--- START ---

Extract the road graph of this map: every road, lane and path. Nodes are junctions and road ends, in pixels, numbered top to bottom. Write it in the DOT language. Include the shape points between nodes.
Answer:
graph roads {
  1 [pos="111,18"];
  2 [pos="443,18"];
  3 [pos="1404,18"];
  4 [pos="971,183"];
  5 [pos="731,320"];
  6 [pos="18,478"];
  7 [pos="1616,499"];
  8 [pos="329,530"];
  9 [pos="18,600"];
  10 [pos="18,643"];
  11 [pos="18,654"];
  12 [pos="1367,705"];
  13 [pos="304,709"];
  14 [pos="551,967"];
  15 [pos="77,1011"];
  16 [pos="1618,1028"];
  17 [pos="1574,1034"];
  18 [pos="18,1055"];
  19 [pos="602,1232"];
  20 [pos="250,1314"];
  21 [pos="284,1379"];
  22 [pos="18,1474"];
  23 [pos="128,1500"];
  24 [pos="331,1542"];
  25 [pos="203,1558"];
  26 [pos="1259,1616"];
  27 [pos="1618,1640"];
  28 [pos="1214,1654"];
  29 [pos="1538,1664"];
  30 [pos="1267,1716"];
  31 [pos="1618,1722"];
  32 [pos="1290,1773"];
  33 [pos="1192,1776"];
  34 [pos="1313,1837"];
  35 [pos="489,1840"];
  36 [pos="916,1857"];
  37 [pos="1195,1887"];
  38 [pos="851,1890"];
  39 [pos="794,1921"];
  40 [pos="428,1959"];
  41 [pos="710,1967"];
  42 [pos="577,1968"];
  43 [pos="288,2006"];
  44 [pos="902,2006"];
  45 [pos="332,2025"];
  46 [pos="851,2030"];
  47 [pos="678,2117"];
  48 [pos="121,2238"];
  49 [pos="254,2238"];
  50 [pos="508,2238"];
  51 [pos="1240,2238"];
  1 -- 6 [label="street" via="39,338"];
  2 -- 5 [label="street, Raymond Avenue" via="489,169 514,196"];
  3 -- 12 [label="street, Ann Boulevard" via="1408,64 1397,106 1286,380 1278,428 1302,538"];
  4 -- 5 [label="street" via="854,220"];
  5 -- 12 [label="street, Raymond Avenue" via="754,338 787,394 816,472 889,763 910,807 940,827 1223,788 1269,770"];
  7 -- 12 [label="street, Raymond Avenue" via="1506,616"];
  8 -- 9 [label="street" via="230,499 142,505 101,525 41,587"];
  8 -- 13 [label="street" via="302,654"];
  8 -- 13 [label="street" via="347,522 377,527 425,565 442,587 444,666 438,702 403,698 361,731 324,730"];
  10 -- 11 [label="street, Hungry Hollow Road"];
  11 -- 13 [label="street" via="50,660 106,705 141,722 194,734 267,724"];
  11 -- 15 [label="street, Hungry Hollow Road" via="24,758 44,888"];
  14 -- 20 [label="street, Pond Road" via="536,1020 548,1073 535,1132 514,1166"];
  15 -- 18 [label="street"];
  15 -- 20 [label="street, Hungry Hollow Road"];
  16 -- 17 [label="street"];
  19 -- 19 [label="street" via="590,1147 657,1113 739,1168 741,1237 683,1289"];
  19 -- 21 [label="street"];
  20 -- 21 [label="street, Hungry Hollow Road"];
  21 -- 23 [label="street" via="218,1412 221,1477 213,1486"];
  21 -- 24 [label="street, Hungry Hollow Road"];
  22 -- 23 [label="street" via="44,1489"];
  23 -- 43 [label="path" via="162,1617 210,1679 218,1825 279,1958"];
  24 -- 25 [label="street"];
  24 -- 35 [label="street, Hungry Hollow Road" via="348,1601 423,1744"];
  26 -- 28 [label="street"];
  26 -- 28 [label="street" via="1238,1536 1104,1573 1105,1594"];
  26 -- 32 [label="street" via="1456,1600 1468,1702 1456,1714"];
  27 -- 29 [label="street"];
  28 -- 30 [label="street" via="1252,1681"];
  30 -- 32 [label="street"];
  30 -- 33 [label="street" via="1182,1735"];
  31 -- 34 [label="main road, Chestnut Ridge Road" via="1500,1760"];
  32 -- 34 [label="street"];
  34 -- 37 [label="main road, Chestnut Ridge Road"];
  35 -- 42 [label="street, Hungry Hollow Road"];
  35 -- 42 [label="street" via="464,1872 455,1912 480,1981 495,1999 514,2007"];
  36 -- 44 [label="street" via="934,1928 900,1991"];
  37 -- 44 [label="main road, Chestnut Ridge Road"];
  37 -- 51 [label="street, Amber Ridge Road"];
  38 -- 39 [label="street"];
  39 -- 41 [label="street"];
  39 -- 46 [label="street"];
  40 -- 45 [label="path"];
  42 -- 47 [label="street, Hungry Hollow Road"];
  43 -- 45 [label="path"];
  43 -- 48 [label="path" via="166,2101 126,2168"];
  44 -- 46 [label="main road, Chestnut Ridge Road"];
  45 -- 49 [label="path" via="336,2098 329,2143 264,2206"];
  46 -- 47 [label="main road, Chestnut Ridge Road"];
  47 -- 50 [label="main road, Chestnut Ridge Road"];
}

--- END ---

→ **What the task requires**
For each line above that includes the word "Avenue", make a copy of that line.

→ **Result for this exercise**
  2 -- 5 [label="street, Raymond Avenue" via="489,169 514,196"];
  5 -- 12 [label="street, Raymond Avenue" via="754,338 787,394 816,472 889,763 910,807 940,827 1223,788 1269,770"];
  7 -- 12 [label="street, Raymond Avenue" via="1506,616"];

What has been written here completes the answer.